Ohhhhh thank you for explaining, and for sharing your other experiences. I too am trying to avoid spending a fortune on things that aren't going to work out. I'm timing my purchases to stay within the amazon 30 day return window for most things, but obviously these potty methods are an exception. I think I am going to try the UgoDog (i think it might be slightly larger - slightly), the equine pellets, rewards/positive reinforcement, and hope this works out as it has for others. I'm not quite sure why they don't make these grated indoor boxes a little deeper. It seems like a no brainer.


----------



## pting619 (Jul 18, 2018)

I’m a new Hanvanese puppy owner (10 weeks old). The breeder from whom we purchased her, uses Pish Pads....she gave us 2 pads (cut them off a roll). One side absorbs the pee, the other keeps it from soaking through. She immediately used them. The breeder told us they are washable, but hang to dry. Haven’t washed them yet, but if they really are reusable, it will be a great savings! She also goes outdoor on an area covered with artificial grass...our ground cover is river stones.


----------



## Mikki (May 6, 2018)

pting619 said:


> I'm a new Hanvanese puppy owner (10 weeks old). The breeder from whom we purchased her, uses Pish Pads....she gave us 2 pads (cut them off a roll). One side absorbs the pee, the other keeps it from soaking through. She immediately used them. The breeder told us they are washable, but hang to dry. Haven't washed them yet, but if they really are reusable, it will be a great savings! She also goes outdoor on an area covered with artificial grass...our ground cover is river stones.
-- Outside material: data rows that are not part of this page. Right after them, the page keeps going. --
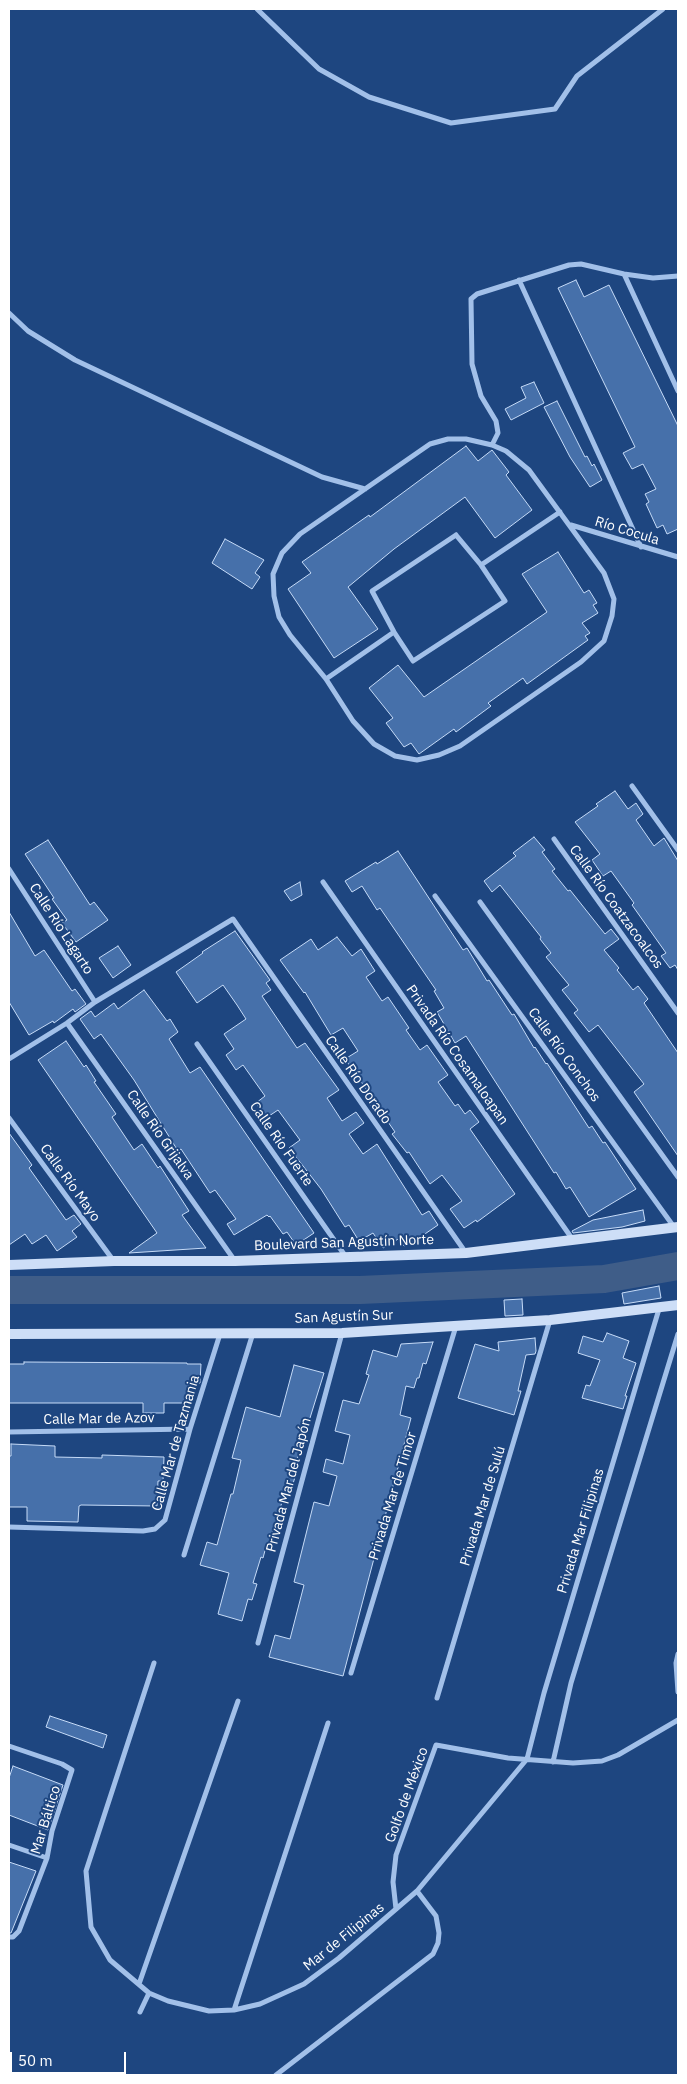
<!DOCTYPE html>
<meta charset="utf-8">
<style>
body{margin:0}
#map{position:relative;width:687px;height:2084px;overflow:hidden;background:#1e4680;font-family:"IBM Plex Sans",sans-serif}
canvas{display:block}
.frame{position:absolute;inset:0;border:10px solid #fff;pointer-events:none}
.scale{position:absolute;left:10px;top:2052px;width:116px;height:22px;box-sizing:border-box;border:2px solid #fff;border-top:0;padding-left:6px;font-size:15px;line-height:18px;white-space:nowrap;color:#fff;-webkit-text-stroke:4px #1e4680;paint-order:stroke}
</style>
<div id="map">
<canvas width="687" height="2084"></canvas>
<div class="frame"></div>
<div class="scale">50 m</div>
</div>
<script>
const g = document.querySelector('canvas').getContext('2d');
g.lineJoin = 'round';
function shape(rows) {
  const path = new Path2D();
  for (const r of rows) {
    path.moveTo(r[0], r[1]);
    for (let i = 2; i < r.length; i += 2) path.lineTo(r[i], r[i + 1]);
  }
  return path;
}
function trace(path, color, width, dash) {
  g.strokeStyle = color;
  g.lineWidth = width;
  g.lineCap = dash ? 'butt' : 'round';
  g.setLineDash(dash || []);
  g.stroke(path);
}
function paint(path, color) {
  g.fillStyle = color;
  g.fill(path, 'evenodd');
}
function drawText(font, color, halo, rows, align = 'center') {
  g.font = font + ' "IBM Plex Sans",sans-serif';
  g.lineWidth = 4;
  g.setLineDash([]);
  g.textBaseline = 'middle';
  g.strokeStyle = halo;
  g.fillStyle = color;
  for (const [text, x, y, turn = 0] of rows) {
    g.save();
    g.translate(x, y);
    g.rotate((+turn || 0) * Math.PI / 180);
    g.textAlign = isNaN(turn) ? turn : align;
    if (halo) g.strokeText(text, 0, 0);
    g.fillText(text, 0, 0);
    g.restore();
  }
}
trace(shape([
 [9,1290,360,1290,604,1279,678,1266]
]), '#3f5d88', 28);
const building = shape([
 [576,280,584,297,609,285,678,426,678,529,667,534,663,525,657,528,646,504,649,502,645,494,656,489,643,464,632,469,623,453,635,447,558,288,576,280],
 [534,382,544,403,511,420,505,409,526,398,521,387,534,382],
 [557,401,585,457,587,456,592,466,594,464,602,480,590,487,570,457,544,407,557,401],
 [466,446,478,461,492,450,509,472,506,475,532,510,495,538,465,497,394,549,348,587,378,629,334,658,288,589,311,573,302,562,369,515,370,517,466,446],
 [225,539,264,560,255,573,260,577,252,589,212,563,225,539],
 [558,552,584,593,589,590,597,603,593,605,598,613,582,623,590,633,585,636,588,640,527,684,523,678,488,703,491,706,468,723,456,732,454,729,419,754,411,743,404,747,386,723,393,718,369,688,398,665,424,697,547,612,522,574,558,552],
 [615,791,628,809,636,803,643,814,636,820,654,846,664,838,678,861,678,970,675,965,670,968,661,956,666,953,632,905,634,903,611,871,603,876,592,860,600,854,575,822,598,806,596,804,615,791],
 [534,837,545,850,542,852,555,869,552,871,568,891,570,890,605,934,611,929,619,939,604,950,619,968,617,970,633,990,638,986,648,999,644,1003,678,1053,678,1156,634,1092,644,1084,598,1025,589,1032,574,1013,578,1010,562,990,569,985,546,957,551,953,540,939,541,937,500,885,492,892,484,881,516,856,513,853,534,837],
 [48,840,90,905,94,902,108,920,76,942,62,923,67,920,52,899,54,898,25,854,48,840],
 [398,851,463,950,467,948,487,981,489,980,512,1015,514,1014,534,1048,535,1047,546,1064,547,1063,589,1128,592,1126,603,1143,605,1142,636,1189,589,1217,570,1187,566,1189,556,1172,554,1173,466,1036,455,1043,437,1012,444,1008,434,991,436,990,380,908,377,910,362,886,352,892,345,881,376,862,377,864,398,851],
 [300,882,302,895,291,901,284,891,300,882],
 [9,912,35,956,44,950,72,991,75,989,86,1004,75,1012,73,1009,54,1023,53,1021,29,1035,9,1002,9,912],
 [235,931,270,980,266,983,271,990,262,996,297,1048,305,1043,339,1090,327,1098,342,1121,356,1112,364,1123,349,1134,363,1154,377,1144,422,1215,429,1211,438,1225,419,1238,404,1246,400,1238,383,1248,373,1233,359,1241,349,1225,345,1227,321,1189,289,1148,300,1140,278,1110,266,1118,256,1103,265,1096,243,1065,236,1070,226,1055,234,1049,224,1034,246,1019,237,1005,223,985,197,1003,176,972,203,953,202,952,235,931],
 [337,937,352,956,361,949,375,971,366,977,382,1001,388,997,409,1028,406,1030,420,1050,427,1045,448,1075,438,1082,455,1106,458,1104,465,1114,470,1110,479,1122,470,1129,515,1194,477,1222,476,1220,464,1228,450,1209,462,1201,442,1175,430,1184,409,1152,407,1153,392,1134,395,1132,381,1112,378,1114,369,1103,374,1100,345,1059,358,1051,343,1028,331,1035,305,992,304,993,280,960,311,939,318,950,337,937],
 [118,946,131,965,113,978,99,958,118,946],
 [144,990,167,1021,170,1019,178,1032,169,1039,190,1073,200,1067,314,1233,296,1245,287,1232,283,1234,270,1216,269,1217,267,1215,234,1235,227,1224,236,1219,215,1190,210,1193,181,1149,178,1151,134,1080,101,1034,94,1039,80,1019,91,1011,95,1017,114,1003,118,1009,144,990],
 [66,1041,84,1067,86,1065,96,1081,94,1082,116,1114,112,1117,134,1150,142,1144,158,1168,160,1166,189,1211,182,1215,206,1248,129,1253,157,1233,38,1060,66,1041],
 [9,1133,32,1165,29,1168,66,1220,74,1215,81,1224,72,1231,77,1237,57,1251,46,1235,32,1244,25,1234,9,1245,9,1133],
 [643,1210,645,1221,622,1227,573,1233,572,1231,593,1220,643,1210],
 [659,1286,661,1298,624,1304,622,1293,659,1286],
 [522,1299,523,1315,505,1316,504,1300,522,1299],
 [607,1333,629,1341,623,1358,636,1363,625,1396,627,1396,623,1409,582,1398,586,1385,590,1386,600,1360,578,1353,583,1336,603,1342,607,1333],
 [535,1338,536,1351,535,1354,526,1355,518,1391,521,1391,514,1415,458,1398,475,1344,499,1351,498,1342,535,1338],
 [433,1342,426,1364,423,1363,419,1378,417,1378,414,1388,406,1386,400,1415,411,1418,343,1676,269,1657,275,1635,290,1639,304,1585,294,1582,314,1502,329,1506,337,1476,323,1472,326,1459,343,1464,350,1435,335,1431,343,1400,359,1404,369,1375,366,1374,373,1350,397,1357,401,1344,433,1342],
 [24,1362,187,1363,187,1364,201,1364,200,1382,200,1383,189,1383,189,1403,164,1403,164,1413,143,1413,143,1403,9,1403,9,1364,24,1364,24,1362],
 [294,1365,324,1373,295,1466,298,1467,292,1487,287,1486,269,1544,267,1543,263,1558,261,1557,253,1583,257,1584,252,1600,248,1599,242,1621,218,1614,229,1573,200,1565,207,1542,217,1545,231,1494,233,1494,241,1460,232,1458,246,1407,280,1417,294,1365],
 [11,1444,55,1446,55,1457,102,1458,102,1455,164,1457,163,1481,158,1481,157,1506,81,1505,79,1506,78,1522,27,1521,27,1507,9,1507,9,1456,11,1456,11,1444],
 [50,1716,107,1735,103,1748,46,1727,50,1716],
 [13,1766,63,1785,48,1830,9,1815,9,1778,13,1766],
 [9,1862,36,1871,11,1933,9,1933,9,1862]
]);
paint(building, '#4670aa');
trace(building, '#c6dbf7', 1);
trace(shape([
 [257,9,319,69,369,97,451,123,555,109,577,76,663,9],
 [624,274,678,391],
 [519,280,641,547],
 [9,313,28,331,75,360,322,477,365,489],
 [448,439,466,439,492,445,506,451,529,470,604,573,614,599,612,616,604,641,581,662,460,746,439,755,417,760,395,756,374,744,353,721,326,679,290,635,279,617,274,596,273,574,282,553,300,534,430,444,448,439],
 [492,445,498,433,496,421,481,396,472,364,471,299,477,294,569,265,581,264,624,274,653,278,678,276],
 [571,525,678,557],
 [456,535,481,565,505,601,413,661,394,632,372,591,456,535],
 [481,565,560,512],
 [326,679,394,632],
 [632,786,678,850],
 [554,839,678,1013],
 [9,869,95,1002],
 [323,882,573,1240],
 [435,896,674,1227],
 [480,902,678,1177],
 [67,1023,235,1261],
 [197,1044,346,1257],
 [9,1059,67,1023,95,1002,233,919,466,1253],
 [9,1118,113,1260],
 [9,1432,190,1429],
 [9,1527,143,1531,155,1529,165,1520,190,1429,220,1334],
 [184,1555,253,1333],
 [258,1643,342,1333],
 [678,1654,676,1663,678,1692],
 [154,1663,86,1871,91,1927,110,1960,149,1993,168,2001,209,2011,234,2010,260,2004,304,1984,339,1958,417,1891,527,1759,544,1693,659,1309],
 [351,1673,456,1326],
 [437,1698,550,1320],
 [9,1746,62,1764,72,1770,52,1831,47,1858,19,1931,13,1937,9,1937],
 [553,1762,571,1683,678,1334],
 [9,1845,47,1858],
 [396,1909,393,1882,396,1855,436,1745,508,1758,573,1763,602,1761,618,1755,678,1720],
 [139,1984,238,1701],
 [234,2010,328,1723],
 [140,2012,149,1993],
 [276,2075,433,1954,438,1943,439,1933,436,1916,417,1891]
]), '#a2c0e9', 5);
trace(shape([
 [9,1265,114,1261,235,1261,466,1253,678,1227],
 [9,1334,342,1333,550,1320,678,1305]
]), '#cddef7', 10);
drawText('14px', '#fff', '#1e4680', [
 ["Río Cocula",627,531,17],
 ["Calle Río Coatzacoalcos",616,907,54],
 ["Calle Río Lagarto",61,929,57],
 ["Privada Río Cosamaloapan",457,1055,55],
 ["Calle Río Conchos",564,1055,54],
 ["Calle Río Dorado",358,1080,55],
 ["Calle Río Grijalva",160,1135,55],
 ["Calle Río Fuerte",281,1144,55],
 ["Calle Río Mayo",70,1183,54],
 ["Boulevard San Agustín Norte",344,1243,-2],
 ["San Agustín Sur",344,1317,-2],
 ["Calle Mar de Azov",99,1419,-1],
 ["Calle Mar de Tazmania",176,1443,-74],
 ["Privada Mar del Japón",289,1485,-75],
 ["Privada Mar de Timor",393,1496,-73],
 ["Privada Mar de Sulú",483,1506,-73],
 ["Privada Mar Filipinas",581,1531,-73],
 ["Golfo de México",407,1795,-70],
 ["Mar Báltico",46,1820,-73],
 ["Mar de Filipinas",344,1937,-39]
]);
</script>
I haven't tried Pish Pads, but didn't like the reusable pads you wash that comes with grass turf indoor potty trays. A big problem with pads, some puppies will play with and chew up the pads if they're not enclosed. I'm sure mine would be one of those.

I started out with grass turf trays and reusable pads. There was an odor on both after washing. Yuck! I then purchased Paw Trax Mesh Training trays which has a locked grate on top used with disposal paper pads underneath. The grate keeps the paws dry UNLESS they pee a lot in one spot - then their paws can get damp and track.

The paper pads don't leak and has have a gel filling for odor control. The pads after use does have an odor unless it's a tiny amount. At four months of age, I found I needed to switch out the paper pads once to twice a day. I, also, hated the way the pee pads looked.

Krandall uses UgoDog training trays and uses Equine Pine Pellets instead of paper pads. The Pine Pellets don't have an odor and are ecologically friendly. The pellets absorb the pee and expand. I tried that with Paw Trax trays and found it difficult to use with the pellets because of the way the top snaps down.

I'm now testing Equine Pine Large Shavings instead of pellets. These work with the Paw Trax trays. There is no odor and I can go a couple of days without changing the pine shavings. I, also, like the look of the large shavings better than the pellets.

I may eventually get a UgoDog tray. The lid fits differently allowing the use of pellets or shavings and it looks like there's more room between the top of the grate and bottom tray. However, I'm invested heavily in Paw Trax trays and will see how things go.

Eventually, I plan on Patti using a doggie door and doing her job outside most of the time when home. During the summer months, we are in a townhome without a yard or a good place to walk a dog. The convenience of indoor potty trays makes it possible to own a dog.


----------